Power surges can also damage computer equipment. Consequently management should
monitor and condition or stabilize the voltage of electricity sources to prevent power
fluctuations.
IT operations centers should have an alternative power source independent of local power
grids. Typically, this is provided by a combination of a battery-based uninterruptible
power supply (UPS) and a generator powered by gasoline, kerosene, natural gas, or diesel
fuel. Management should configure the UPS to provide sufficient electricity within
milliseconds to power equipment until there is an orderly shutdown or transition to the
back-up generator. The back-up generator should generate sufficient power to meet the
requirements of mission critical technology and environmental support systems. The
institutions should have sufficient fuel in storage or readily available to sustain operations
for at least two or three business days. In addition, management should make
arrangements to replenish the fuel supply in the event of an extended outage. Gasoline
becomes stale after an extended period of time; the tank should be drained and refilled
with new gasoline at least annually. A lower cost alternative to installing a permanent
generator is to configure the operations center with an exterior electrical box to connect a
temporary generator. Under this scenario, management should also establish reliable
arrangements for the availability and delivery of a generator and fuel within a required
time frame.
Similarly, IT operations centers should have independent telecommunication feeds from
different vendors. Wiring configurations should support rapid switching from one
provider to another without burdensome rerouting or rewiring. Because vendors often
share or sublease the same common cabling or are routed through the same central office,
management should have the vendors perform line traces to ensure there is no single
point of failure or path redundancy.
Even small IT operations centers with modest computer equipment can contain a
significant amount of computer cabling. Management should physically secure these
cables to avoid accidental or malicious disconnection or severing. In addition,
management should document wiring strategies and organize cables with labels or color-
codes to facilitate easy troubleshooting, repair, and upgrade.

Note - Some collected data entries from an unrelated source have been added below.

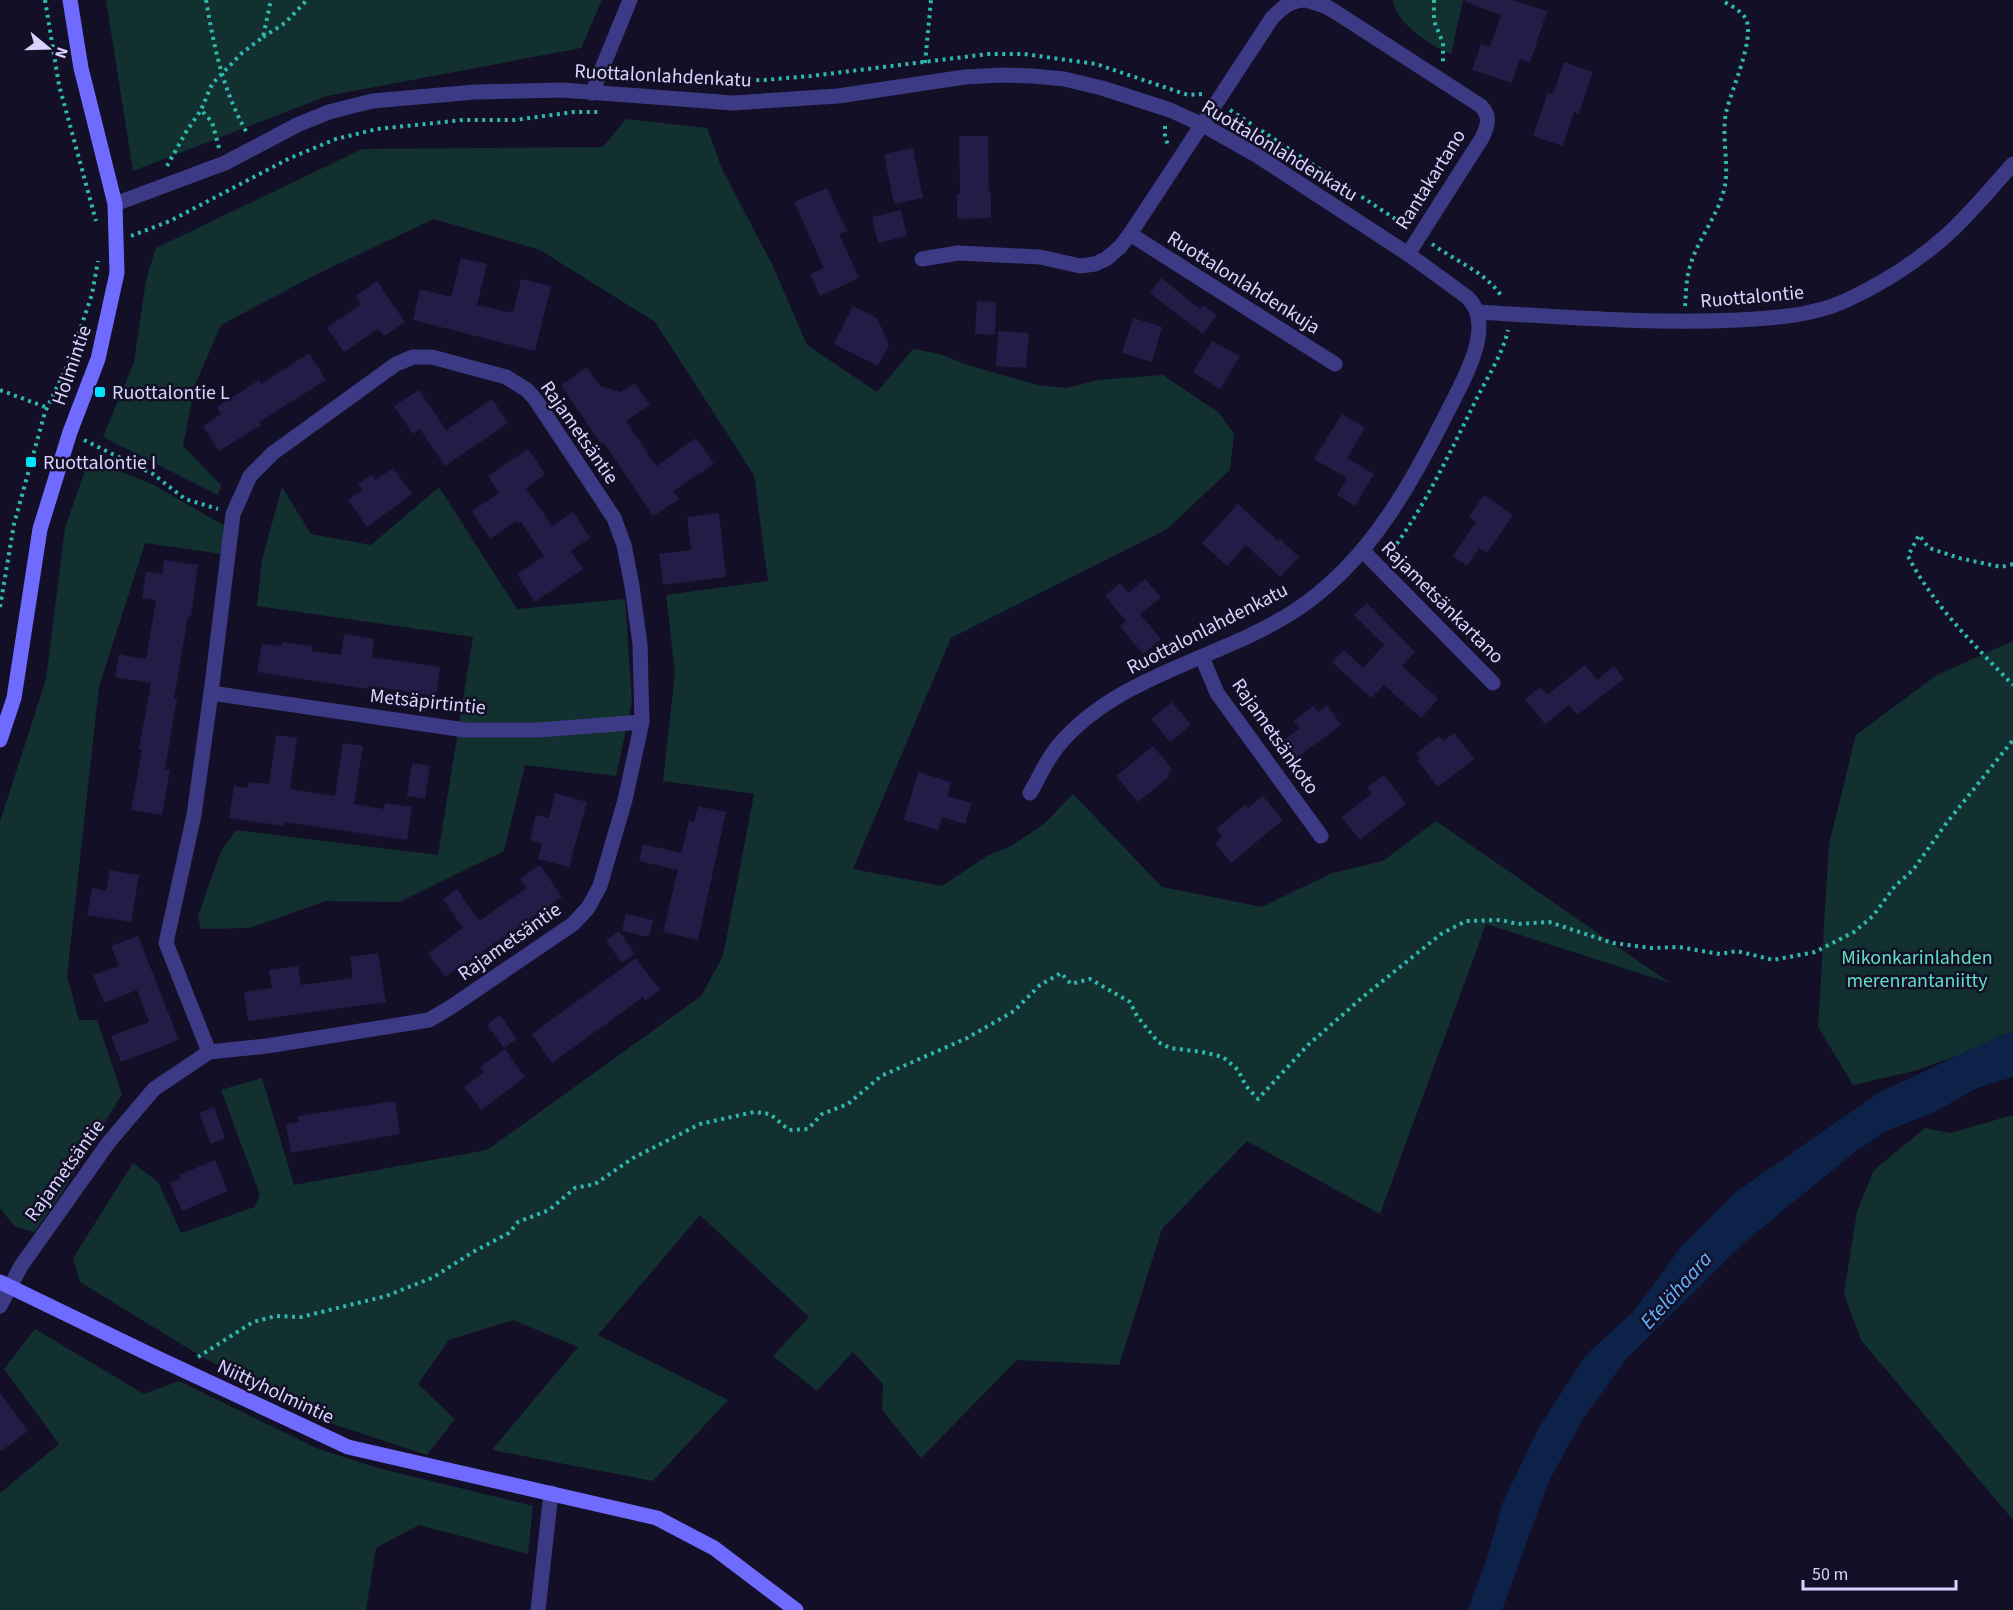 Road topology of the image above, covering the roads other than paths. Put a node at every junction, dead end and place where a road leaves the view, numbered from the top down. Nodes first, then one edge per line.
1 (70, 0) edge
2 (630, 0) edge
3 (1305, 0) edge
4 (592, 93) junction
5 (1203, 125) junction
6 (2013, 164) edge
7 (115, 204) junction
8 (1130, 234) junction
9 (1408, 254) junction
10 (922, 259) dead end
11 (1479, 312) junction
12 (1335, 364) dead end
13 (1363, 551) junction
14 (1202, 657) junction
15 (1493, 683) dead end
16 (211, 693) junction
17 (642, 722) junction
18 (0, 740) edge
19 (1030, 793) dead end
20 (1321, 836) dead end
21 (209, 1052) junction
22 (5, 1285) edge
23 (0, 1306) edge
24 (551, 1493) junction
25 (538, 1610) edge
26 (796, 1610) edge

1 - 7 street, Holmintie
2 - 4 street
3 - 5 street
3 - 9 street, Rantakartano
4 - 5 street, Ruottalonlahdenkatu
4 - 7 street, Ruottalonlahdenkatu
5 - 8 street
5 - 9 street, Ruottalonlahdenkatu
6 - 11 street, Ruottalontie
7 - 18 street, Holmintie
8 - 10 street
8 - 12 street, Ruottalonlahdenkuja
9 - 11 street, Ruottalonlahdenkatu
11 - 13 street, Ruottalonlahdenkatu
13 - 14 street, Ruottalonlahdenkatu
13 - 15 street, Rajametsänkartano
14 - 19 street, Ruottalonlahdenkatu
14 - 20 street, Rajametsänkoto
16 - 17 street, Metsäpirtintie
16 - 17 street, Rajametsäntie
16 - 21 street, Rajametsäntie
17 - 21 street, Rajametsäntie
21 - 22 street, Rajametsäntie
22 - 23 street, Rajametsäntie
22 - 24 street, Niittyholmintie
24 - 25 street
24 - 26 street, Niittyholmintie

Every operations center should have adequate heating, ventilation, and air conditioning
(HVAC) systems in order for personnel and equipment to function properly. Older
computer equipment produces a significant amount of heat, requiring cooling capacity
exceeding that of a standard office building. Some newer models do not produce as
much heat and thus do not require as much air conditioning. Organizations should plan
their HVAC systems with the requirements of their computer systems in mind. Back-up
sources of electricity should be able to sustain HVAC systems, because inadequate
cooling could render computer equipment inoperable in a short period of time. Also,
FFIEC IT EXAMINATION HANDBOOK
Page 18
OPERATIONS BOOKLET – JUNE 2004
operations personnel should be familiar with written emergency procedures in the event
of HVAC system disruption.
Personnel should also be able to function in the event utility service is interrupted.
Therefore, management should keep a one- to two-day supply of bottled water and non-
perishable food on the premises.
All operations centers should have heat and smoke detectors installed in the ceiling, in
exhaust ducts, and under raised flooring. Detectors should not be situated near air
conditioning vents or intake ducts that can disburse smoke and prevent the triggering of
alarms. Some large and complex operations centers are beginning to use very early
smoke detection alert (VESDA) systems in place of conventional smoke detectors.
VESDA systems sample the air on a continuous basis and are far more sensitive. They
are capable of detecting a fire at the pre-combustion stage. Although more expensive
than conventional systems, a VESDA system can detect a smoldering wire and alert
management before a fire starts. The early notice may also prevent suppression
equipment from deploying water or foam that can damage computer equipment.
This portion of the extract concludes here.